Pull the libraries via docker (libunwind and libicu) and to your publish directory:

$ docker run -v $(pwd)/bin:/export microsoft/dotnet:2.0.0-sdk bash -c "cp /usr/lib/x86_64-linux-gnu/libicu* /export/"

$ docker run -v $(pwd)/bin:/export microsoft/dotnet:2.0.0-sdk bash -c "cp /usr/lib/x86_64-linux-gnu/libunwind* /export/"

Re-test:

$ docker run -it -v $(pwd)/bin:/export ubuntu:latest bash -c "LD_LIBRARY_PATH=/export /export/export"
Hello World

Success!

@WhatFreshHellIsThis @dasMulli @FDUdannychen

I was having the same problem on ubuntu 17.04, after installing libunwind8 with apt the .NET Core application was running successfully.
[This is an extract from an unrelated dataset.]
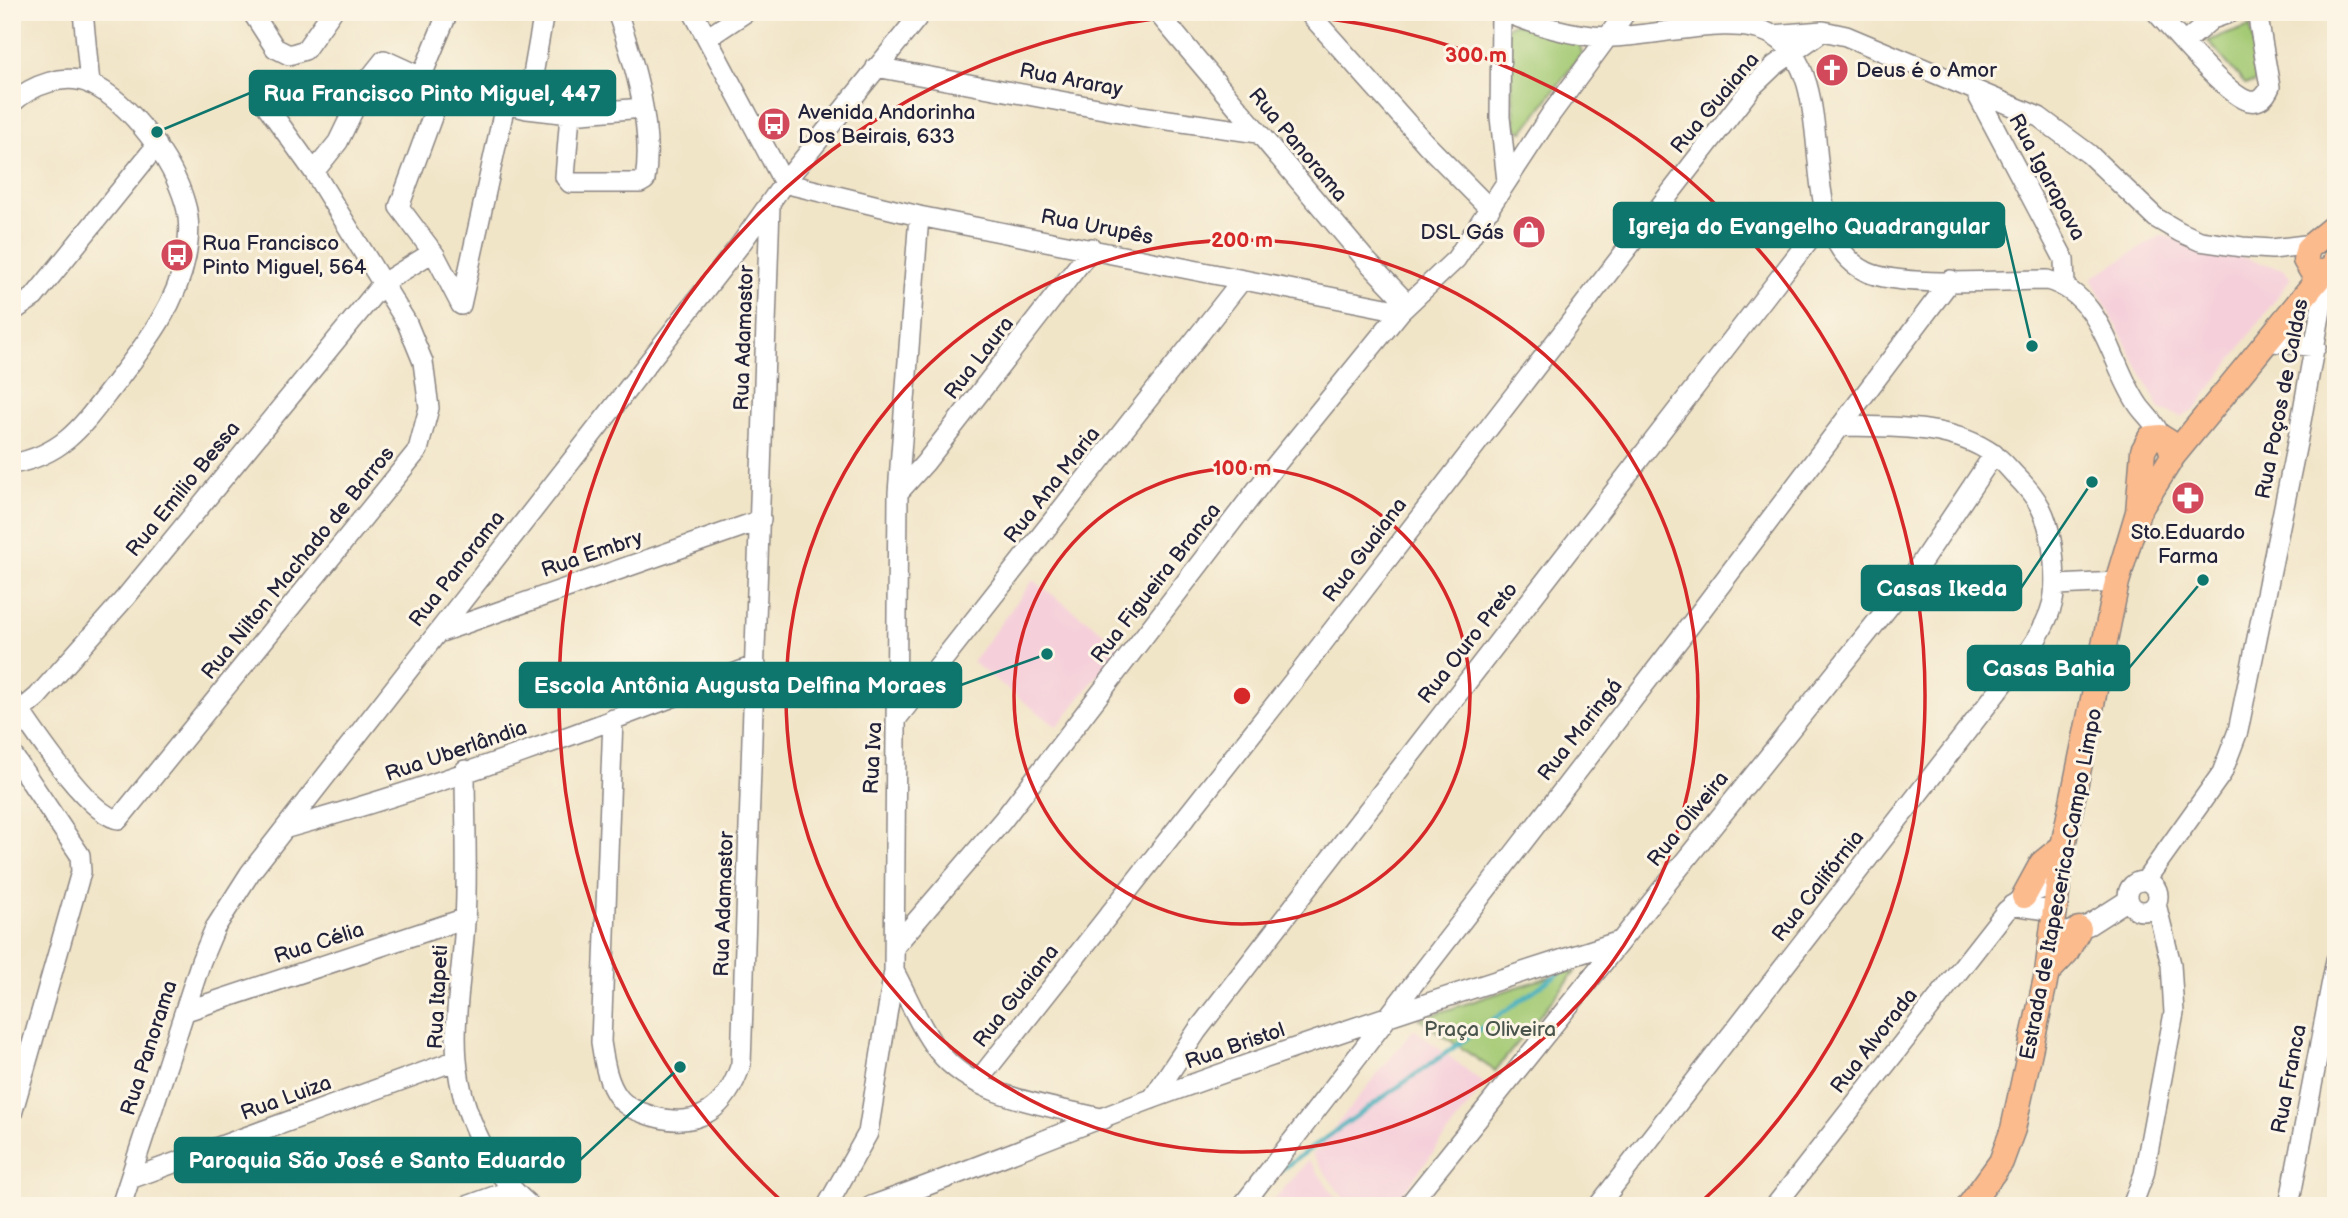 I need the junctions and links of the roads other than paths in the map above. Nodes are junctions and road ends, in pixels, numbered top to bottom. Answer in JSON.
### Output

With a self contained application this should work without the need to install anything

@henrylle @AlbertoMonteiro Have you installed the dependencies of .NET Core?

You can use the debian package to bring them in with the installation of the cli or you need to install them manually.
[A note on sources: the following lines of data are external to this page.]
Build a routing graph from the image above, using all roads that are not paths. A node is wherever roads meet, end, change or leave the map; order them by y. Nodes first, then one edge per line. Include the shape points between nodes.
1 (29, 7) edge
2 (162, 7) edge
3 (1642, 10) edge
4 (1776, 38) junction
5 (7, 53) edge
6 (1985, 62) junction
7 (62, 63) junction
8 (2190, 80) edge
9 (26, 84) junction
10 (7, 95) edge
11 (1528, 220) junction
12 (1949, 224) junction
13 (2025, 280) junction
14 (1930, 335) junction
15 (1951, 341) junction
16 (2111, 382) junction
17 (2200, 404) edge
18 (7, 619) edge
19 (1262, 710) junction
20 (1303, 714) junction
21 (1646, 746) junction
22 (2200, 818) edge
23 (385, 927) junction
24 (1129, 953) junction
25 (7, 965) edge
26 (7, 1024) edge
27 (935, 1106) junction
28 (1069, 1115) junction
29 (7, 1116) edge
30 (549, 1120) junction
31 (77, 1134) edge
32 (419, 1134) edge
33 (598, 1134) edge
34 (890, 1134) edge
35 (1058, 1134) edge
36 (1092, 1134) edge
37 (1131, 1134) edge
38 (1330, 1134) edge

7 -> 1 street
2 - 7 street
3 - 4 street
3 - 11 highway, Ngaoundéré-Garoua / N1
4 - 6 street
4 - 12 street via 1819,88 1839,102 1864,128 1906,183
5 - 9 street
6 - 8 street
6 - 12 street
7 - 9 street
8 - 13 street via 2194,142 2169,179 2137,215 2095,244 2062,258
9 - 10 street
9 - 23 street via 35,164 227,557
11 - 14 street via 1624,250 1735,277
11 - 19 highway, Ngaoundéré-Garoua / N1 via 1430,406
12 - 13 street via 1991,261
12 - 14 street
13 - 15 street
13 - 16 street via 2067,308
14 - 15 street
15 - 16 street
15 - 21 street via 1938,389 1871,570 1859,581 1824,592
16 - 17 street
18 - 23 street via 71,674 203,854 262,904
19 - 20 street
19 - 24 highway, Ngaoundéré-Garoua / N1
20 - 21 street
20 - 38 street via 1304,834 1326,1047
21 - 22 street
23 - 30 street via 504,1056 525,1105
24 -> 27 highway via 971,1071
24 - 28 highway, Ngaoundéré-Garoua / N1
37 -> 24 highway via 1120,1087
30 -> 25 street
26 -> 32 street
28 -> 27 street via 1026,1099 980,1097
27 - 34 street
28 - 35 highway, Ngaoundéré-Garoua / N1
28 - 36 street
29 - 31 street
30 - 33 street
You can see the list of packages in this dockerfile: https://github.com/dotnet/cli/blob/rel/1.0.0/scripts/docker/ubuntu.14.04/Dockerfile#L20

On CoreOS, it’s impossible to install libunwind because CoreOS doesn’t have a package manager. A workaround is creating a container (Fedora/Ubuntu/etc) and run my .net core app inside it, but it’s quite indirect. What’s the correct way to deploy self-contained app on CoreOS?

Or at least it should display a message that dependency is not installed

@AlbertoMonteiro can you share the contents of the out directory?

You should also try running ./hwapp. @brthor suspects this is the issue here.